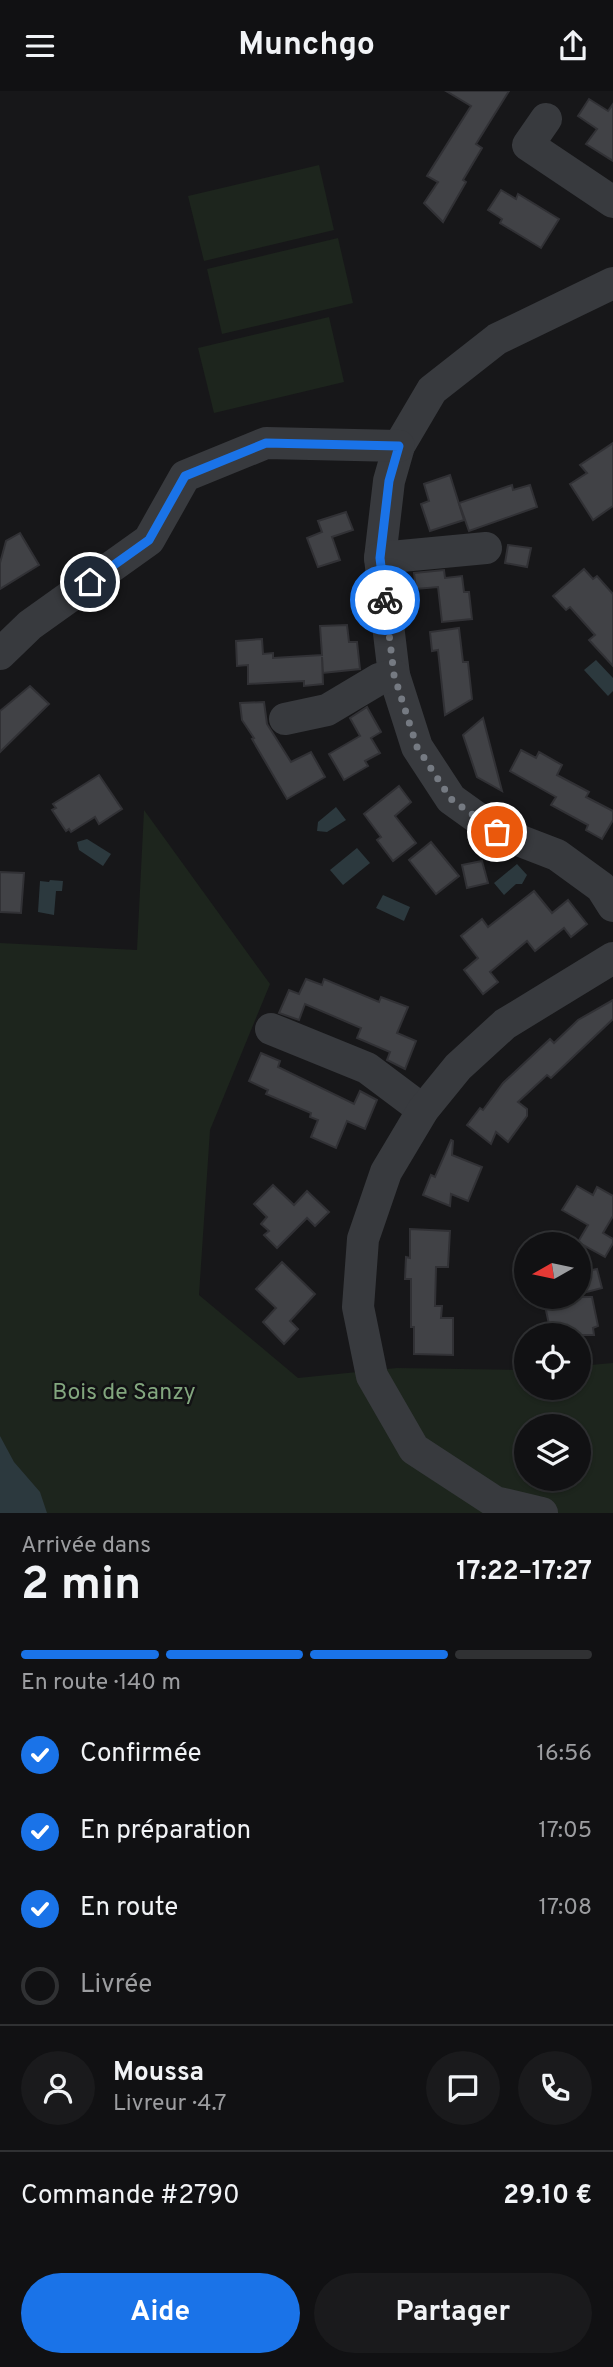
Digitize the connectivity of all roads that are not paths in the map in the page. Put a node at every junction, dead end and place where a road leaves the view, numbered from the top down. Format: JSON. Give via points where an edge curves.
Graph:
{"nodes":[{"id":1,"x":546,"y":120,"type":"dead end"},
{"id":2,"x":613,"y":202,"type":"edge"},
{"id":3,"x":613,"y":282,"type":"edge"},
{"id":4,"x":399,"y":446,"type":"junction"},
{"id":5,"x":486,"y":548,"type":"dead end"},
{"id":6,"x":380,"y":558,"type":"junction"},
{"id":7,"x":0,"y":654,"type":"edge"},
{"id":8,"x":394,"y":675,"type":"junction"},
{"id":9,"x":285,"y":719,"type":"dead end"},
{"id":10,"x":613,"y":906,"type":"edge"},
{"id":11,"x":613,"y":958,"type":"edge"},
{"id":12,"x":271,"y":1029,"type":"dead end"},
{"id":13,"x":423,"y":1110,"type":"junction"},
{"id":14,"x":542,"y":1513,"type":"edge"}],
"edges":[{"from":1,"to":2,"type":"street","via":[[528,145]]},
{"from":3,"to":4,"type":"street","via":[[497,339],[432,390]]},
{"from":4,"to":6,"type":"street","via":[[389,481]]},
{"from":4,"to":7,"type":"street","via":[[266,443],[185,476],[149,540],[30,625]]},
{"from":5,"to":6,"type":"street"},
{"from":6,"to":8,"type":"street"},
{"from":8,"to":9,"type":"street","via":[[327,709]]},
{"from":8,"to":10,"type":"street","via":[[417,747],[451,799],[497,832],[556,855],[601,887]]},
{"from":11,"to":13,"type":"street","via":[[506,1024],[458,1067]]},
{"from":12,"to":13,"type":"street","via":[[367,1068]]},
{"from":13,"to":14,"type":"street","via":[[386,1172],[363,1239],[358,1307],[372,1376],[414,1449],[495,1502]]}]}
+ + + + +
EXERCISE PROMPT:
Would you return the material exactly, images excluded?

SOLUTION TO THIS EXERCISE:
Digitize the connectivity of all roads that are not paths in the map in the page. Put a node at every junction, dead end and place where a road leaves the view, numbered from the top down. Format: JSON. Give via points where an edge curves.
Graph:
{"nodes":[{"id":1,"x":546,"y":120,"type":"dead end"},
{"id":2,"x":613,"y":202,"type":"edge"},
{"id":3,"x":613,"y":282,"type":"edge"},
{"id":4,"x":399,"y":446,"type":"junction"},
{"id":5,"x":486,"y":548,"type":"dead end"},
{"id":6,"x":380,"y":558,"type":"junction"},
{"id":7,"x":0,"y":654,"type":"edge"},
{"id":8,"x":394,"y":675,"type":"junction"},
{"id":9,"x":285,"y":719,"type":"dead end"},
{"id":10,"x":613,"y":906,"type":"edge"},
{"id":11,"x":613,"y":958,"type":"edge"},
{"id":12,"x":271,"y":1029,"type":"dead end"},
{"id":13,"x":423,"y":1110,"type":"junction"},
{"id":14,"x":542,"y":1513,"type":"edge"}],
"edges":[{"from":1,"to":2,"type":"street","via":[[528,145]]},
{"from":3,"to":4,"type":"street","via":[[497,339],[432,390]]},
{"from":4,"to":6,"type":"street","via":[[389,481]]},
{"from":4,"to":7,"type":"street","via":[[266,443],[185,476],[149,540],[30,625]]},
{"from":5,"to":6,"type":"street"},
{"from":6,"to":8,"type":"street"},
{"from":8,"to":9,"type":"street","via":[[327,709]]},
{"from":8,"to":10,"type":"street","via":[[417,747],[451,799],[497,832],[556,855],[601,887]]},
{"from":11,"to":13,"type":"street","via":[[506,1024],[458,1067]]},
{"from":12,"to":13,"type":"street","via":[[367,1068]]},
{"from":13,"to":14,"type":"street","via":[[386,1172],[363,1239],[358,1307],[372,1376],[414,1449],[495,1502]]}]}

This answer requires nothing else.